Problem to solve =>
Would you please return the lines of the material that contain the word "thumb"?
[[ Records shown, beginning ]]
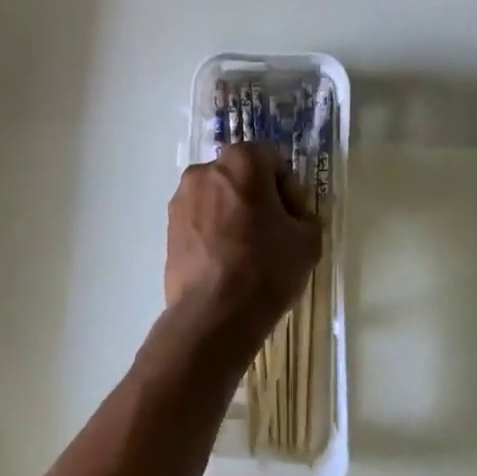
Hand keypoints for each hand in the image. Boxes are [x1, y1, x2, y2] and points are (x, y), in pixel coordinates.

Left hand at [165, 144, 321, 347]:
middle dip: (260, 198)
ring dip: (235, 214)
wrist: (213, 315)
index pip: (274, 161)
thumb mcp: (308, 241)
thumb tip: (294, 219)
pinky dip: (215, 232)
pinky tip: (227, 262)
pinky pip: (201, 220)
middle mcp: (206, 169)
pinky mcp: (168, 227)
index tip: (295, 220)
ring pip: (219, 198)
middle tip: (275, 233)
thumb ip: (305, 217)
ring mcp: (182, 198)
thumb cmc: (265, 268)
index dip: (290, 190)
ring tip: (249, 251)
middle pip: (243, 176)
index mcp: (242, 161)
[[ Records shown, end ]]
Your solution =>
thumb mcp: (308, 241)
thumb tip: (294, 219)
thumb ip: (305, 217)
thumb cmc: (265, 268)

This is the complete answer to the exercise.